Initial steps toward this demonstration were bad for hidden variables but allowed loopholes—even though Bell's inequalities were violated, it remained possible that information was traveling between the quantum objects at the speed of light. But over the past few decades, the loopholes have gradually been closed and the Nobel Prizes handed out.

So why return to the experiments? Partly because qubits give us a great deal of control over the system, allowing us to rapidly perform a large number of experiments and probe the behavior of this entanglement. And partly because it's an interesting technical challenge. Superconducting qubits are controlled with microwave radiation, and entangling them requires moving some very low-energy microwave photons between the two. And doing that without environmental noise messing everything up is a serious challenge.

Spooky action at a 30-meter distance

Violating Bell's inequalities is a relatively simple matter of measuring entangled particles repeatedly and showing that their states are correlated. If that correlation exceeds a critical value, then we know hidden variables can't explain this behavior.
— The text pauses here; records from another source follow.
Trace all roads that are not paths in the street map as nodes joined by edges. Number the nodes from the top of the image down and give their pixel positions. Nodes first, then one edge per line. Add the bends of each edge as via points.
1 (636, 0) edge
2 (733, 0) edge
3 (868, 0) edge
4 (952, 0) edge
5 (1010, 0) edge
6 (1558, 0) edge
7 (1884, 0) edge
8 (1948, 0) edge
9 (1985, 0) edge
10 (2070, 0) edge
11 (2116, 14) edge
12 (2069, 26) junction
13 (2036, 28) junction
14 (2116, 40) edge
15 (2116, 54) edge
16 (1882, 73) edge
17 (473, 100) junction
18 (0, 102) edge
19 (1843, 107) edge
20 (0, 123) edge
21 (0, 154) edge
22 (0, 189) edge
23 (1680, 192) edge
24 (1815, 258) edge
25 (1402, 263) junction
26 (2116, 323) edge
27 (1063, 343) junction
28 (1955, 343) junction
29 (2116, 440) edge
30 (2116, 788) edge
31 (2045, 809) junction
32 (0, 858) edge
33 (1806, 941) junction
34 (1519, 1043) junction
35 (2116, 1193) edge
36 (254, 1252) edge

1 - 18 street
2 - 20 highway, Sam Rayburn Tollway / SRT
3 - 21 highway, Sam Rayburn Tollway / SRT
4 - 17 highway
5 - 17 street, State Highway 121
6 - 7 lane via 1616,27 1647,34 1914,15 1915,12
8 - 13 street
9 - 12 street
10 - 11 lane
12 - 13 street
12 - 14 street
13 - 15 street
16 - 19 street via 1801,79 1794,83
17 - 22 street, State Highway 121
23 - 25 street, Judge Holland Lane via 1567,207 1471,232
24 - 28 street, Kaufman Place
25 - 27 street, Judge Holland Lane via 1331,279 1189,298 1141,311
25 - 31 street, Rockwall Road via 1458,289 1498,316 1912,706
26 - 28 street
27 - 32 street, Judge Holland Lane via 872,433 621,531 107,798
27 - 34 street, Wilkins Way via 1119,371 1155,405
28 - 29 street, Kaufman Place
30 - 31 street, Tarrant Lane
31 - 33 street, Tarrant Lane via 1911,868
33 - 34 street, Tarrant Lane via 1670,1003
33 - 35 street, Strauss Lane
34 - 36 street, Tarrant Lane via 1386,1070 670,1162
And superconducting qubits, called transmons, are made so that measurement is trivial, accurate, and fast. So that part's simple.
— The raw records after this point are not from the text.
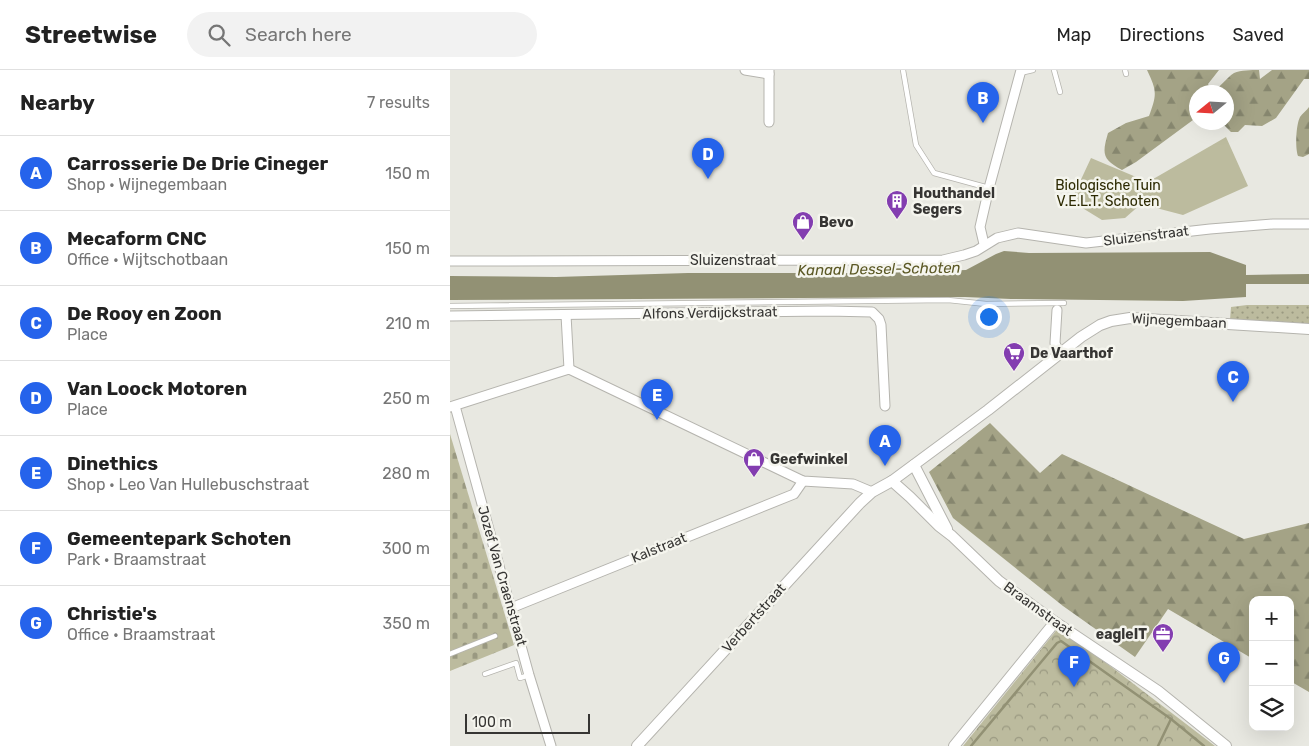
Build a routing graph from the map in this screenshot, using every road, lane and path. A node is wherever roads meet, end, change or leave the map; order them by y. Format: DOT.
graph roads {
  1 [pos="745,70"];
  2 [pos="903,70"];
  3 [pos="1032,70"];
  4 [pos="1054,70"];
  5 [pos="1021,71"];
  6 [pos="769,72"];
  7 [pos="1060,92"];
  8 [pos="768,122"];
  9 [pos="989,188"];
  10 [pos="1309,224"];
  11 [pos="984,244"];
  12 [pos="450,261"];
  13 [pos="450,306"];
  14 [pos="1061,306"];
  15 [pos="566,315"];
  16 [pos="450,316"];
  17 [pos="1309,329"];
  18 [pos="1058,354"];
  19 [pos="569,369"];
  20 [pos="452,406"];
  21 [pos="885,406"];
  22 [pos="914,465"];
  23 [pos="803,481"];
  24 [pos="892,481"];
  25 [pos="872,492"];
  26 [pos="932,512"];
  27 [pos="510,608"];
  28 [pos="1055,622"];
  29 [pos="495,636"];
  30 [pos="450,654"];
  31 [pos="485,674"];
  32 [pos="529,674"];
  33 [pos="551,746"];
  34 [pos="637,746"];
  35 [pos="954,746"];
  36 [pos="1226,746"];
  1 -- 6 [label="street"];
  2 -- 9 [label="lane"];
  3 -- 5 [label="lane"];
  4 -- 7 [label="lane"];
  5 -- 9 [label="street"];
  6 -- 8 [label="street"];
  9 -- 11 [label="street"];
  10 -- 11 [label="street, Sluizenstraat"];
  11 -- 12 [label="street, Sluizenstraat"];
  13 -- 14 [label="lane"];
  14 -- 18 [label="street"];
  15 -- 16 [label="street, Alfons Verdijckstraat"];
  15 -- 19 [label="street"];
  15 -- 21 [label="street, Alfons Verdijckstraat"];
  17 -- 18 [label="street, Wijnegembaan"];
  18 -- 22 [label="street, Wijnegembaan"];
  19 -- 20 [label="street"];
  19 -- 23 [label="street"];
  20 -- 27 [label="street, Jozef Van Craenstraat"];
  22 -- 24 [label="street, Wijnegembaan"];
  22 -- 26 [label="street, Braamstraat"];
  23 -- 25 [label="street"];
  23 -- 27 [label="street, Kalstraat"];
  24 -- 25 [label="street, Wijnegembaan"];
  24 -- 26 [label="street, Braamstraat"];
  25 -- 34 [label="street, Verbertstraat"];
  26 -- 28 [label="street, Braamstraat"];
  27 -- 32 [label="street, Jozef Van Craenstraat"];
  28 -- 35 [label="street"];
  28 -- 36 [label="street, Braamstraat"];
  29 -- 30 [label="lane"];
  31 -- 32 [label="lane"];
  32 -- 33 [label="street, Jozef Van Craenstraat"];
}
Getting rid of one of the major loopholes in these measurements is where things get difficult. You need to show that the correlation in the measurements could not have been mediated by information traveling at the speed of light. Since measurements require a bit of time to take place, that means you have to separate the two qubits by enough distance to allow the measurement to complete before light can travel between them. Based on how long the measurements take, the research team behind the new work, working at ETH Zürich, calculated 30 meters would be sufficient.

While that's barely down the hall in a typical lab building, 30 meters is extremely challenging because of the entanglement process, which involves using low-energy microwave photons, which are easily lost in a sea of environmental noise. In practice, this means that anything involved with these photons has to be kept at the same milliKelvin temperatures as the qubits themselves. So the entire 30 meters of aluminum wire that acts as a microwave waveguide needs to be chilled down to a tiny fraction of a degree above absolute zero.
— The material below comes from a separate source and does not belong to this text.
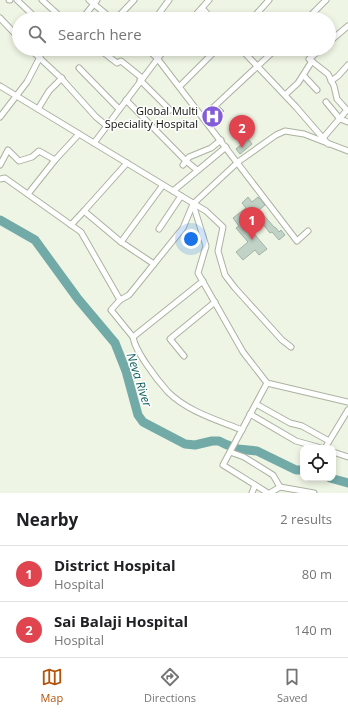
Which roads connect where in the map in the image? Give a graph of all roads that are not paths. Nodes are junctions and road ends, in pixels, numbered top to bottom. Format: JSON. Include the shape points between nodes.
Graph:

In practice, this meant giving the entire assembly built to keep the wire cool access to the liquid helium refrigeration systems that housed the qubits at each end—and building a separate refrigeration system at the center point of the 30-meter tube. The system also needed flexible internal connections and exterior supports because the whole thing contracts significantly as it cools down.

Still, it all worked impressively well. Because of the performance of the qubits, the researchers could perform over a million individual trials in only 20 minutes. The resulting correlations ended up being above the limit set by Bell's equations by a staggering 22 standard deviations. Put in different terms, the p value of the result was below 10-108.

Things to come?

The two main factors limiting the system's performance are errors in the qubits and loss of the photons used to entangle them. The researchers think they can improve both, potentially making qubits the most stringent test of Bell's inequalities. But the work may become more significant because of how it entangled the qubits.

Everyone working with superconducting qubits says that we will ultimately need to integrate thousands of them into a single quantum computer. Unfortunately, each of these qubits requires a considerable amount of space on a chip, meaning it gets difficult to make chips with more than a few hundred of them. So major players like Google and IBM ultimately plan to link multiple chips into a single computer (something the startup Rigetti is already doing).

For tens of thousands of qubits, however, we're almost certainly going to need so many chips that it gets difficult to keep them all in a single bit of cooling hardware. This means we're going to eventually want to link chips in different refrigeration systems—exactly what was demonstrated here. So this is an important demonstration that we can, in fact, link qubits across these sorts of systems.